Entro il 2025 il primo impianto
Il primo impianto pilota a confinamento magnetico al mondo a produzione netta di energia da fusione, cioè in grado di restituire più energia di quanto sia necessaria per “accenderlo”, è già in costruzione e sarà operativo entro il 2025. Sarà il grande banco di prova per arrivare poco dopo il 2030 alla prima vera centrale elettrica industriale da fusione in grado di immettere elettricità in rete. “Vedremo realizzata la prima centrale elettrica di CFS basata sulla fusione a confinamento magnetico all’inizio del prossimo decennio”, ha assicurato Descalzi durante l’incontro di Boston. Ci saranno quindi poi quasi venti anni a disposizione per diffondere questa tecnologia e raggiungere gli obiettivi di transizione energetica fissati per il 2050. “Questo vorrà dire disporre a livello industriale di una tecnologia in grado di fornire grandi quantità di energia senza alcuna emissione di gas serra prodotta in modo sicuro, pulito e virtualmente inesauribile fornendo un contributo sostanziale alla transizione energetica”, ha proseguito Descalzi sottolineando che si tratta di “una potenziale svolta tecnologica epocale”. Questo accordo di collaborazione “ha il grande potenziale di far progredire i nostri sforzi sulle principali sfide globali e sulle opportunità di trasformazione del panorama energetico grazie a una fornitura illimitata di energia pulita da fusione” ha chiosato Mumgaard, ricordando “il ruolo chiave che le società energetiche esistenti svolgono nell’accelerare l’industrializzazione dell’energia da fusione e la forza dell’abbinamento con tali aziende.”

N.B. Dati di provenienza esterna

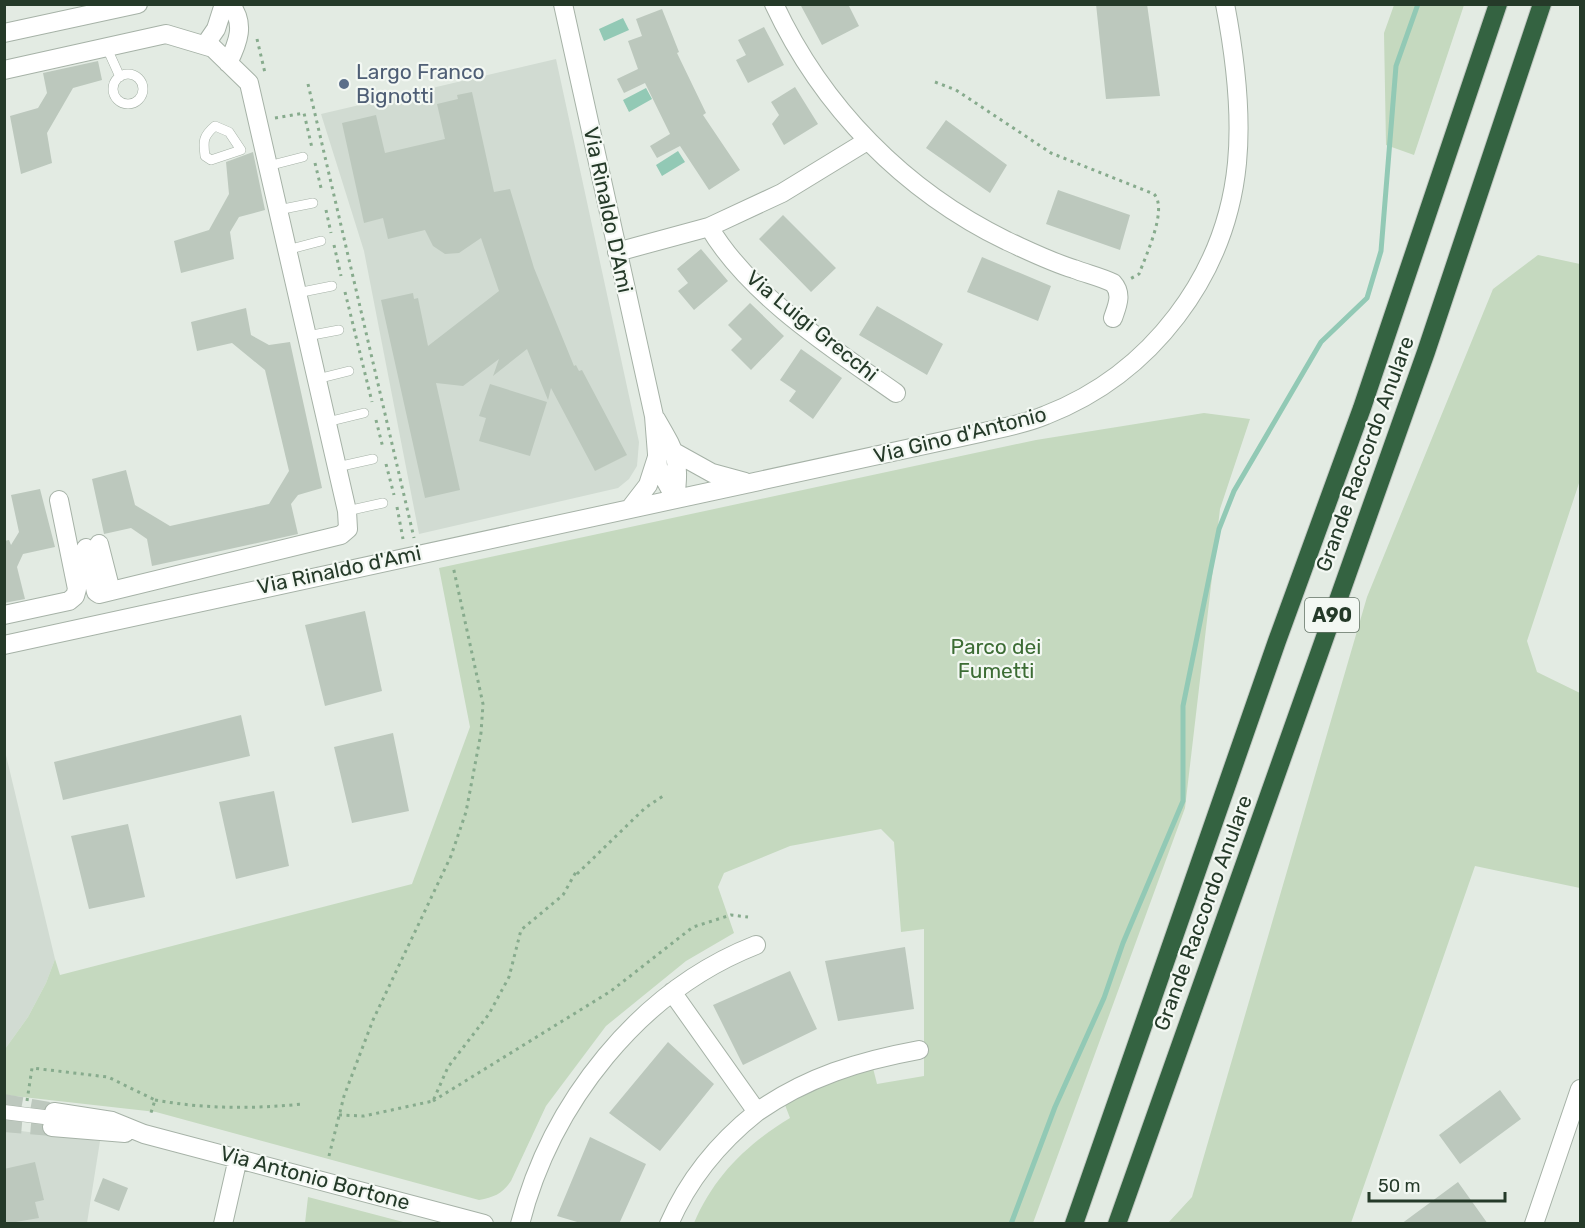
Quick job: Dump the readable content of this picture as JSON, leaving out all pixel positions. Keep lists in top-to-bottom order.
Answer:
{
  "streets": {
    "highway": ["Grande Raccordo Anulare", "A90"],
    "street": [
      "Via Rinaldo D'Ami",
      "Via Luigi Grecchi",
      "Via Gino d'Antonio",
      "Via Rinaldo d'Ami",
      "Via Antonio Bortone"
    ]
  },
  "crossings": [
    ["Via Rinaldo D'Ami", "Via Gino d'Antonio"],
    ["Via Rinaldo D'Ami", "Via Rinaldo d'Ami"],
    ["Via Gino d'Antonio", "Via Rinaldo d'Ami"]
  ],
  "parks": ["Parco dei Fumetti"],
  "places": ["Largo Franco Bignotti"],
  "scale_bar": "50 m"
}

Un firmamento di 10mila stelle dell’energia
Gli esperti del settore sono certi che le sole rinnovabili non saranno sufficienti per coprire la crescente fame di energia del mondo, dove sempre maggiore è la richiesta anche dei Paesi in via di sviluppo. In particolare, si stima che attorno al 2040 eolico e solare avranno raggiunto una diffusione che difficilmente potrà essere ulteriormente incrementata, anche per limiti tecnologici. Ma proprio in quello stesso periodo il mondo avrà a disposizione la fusione a confinamento magnetico. Tecnologia che, secondo alcune proiezioni, potrebbe fornire un contributo del 20% al fabbisogno energetico mondiale senza produrre CO₂ o altri gas serra, grazie a 10.000 impianti distribuiti a livello globale. Appunto 10mila piccole stelle accese sulla Terra per creare un nuovo firmamento dell’energia pulita.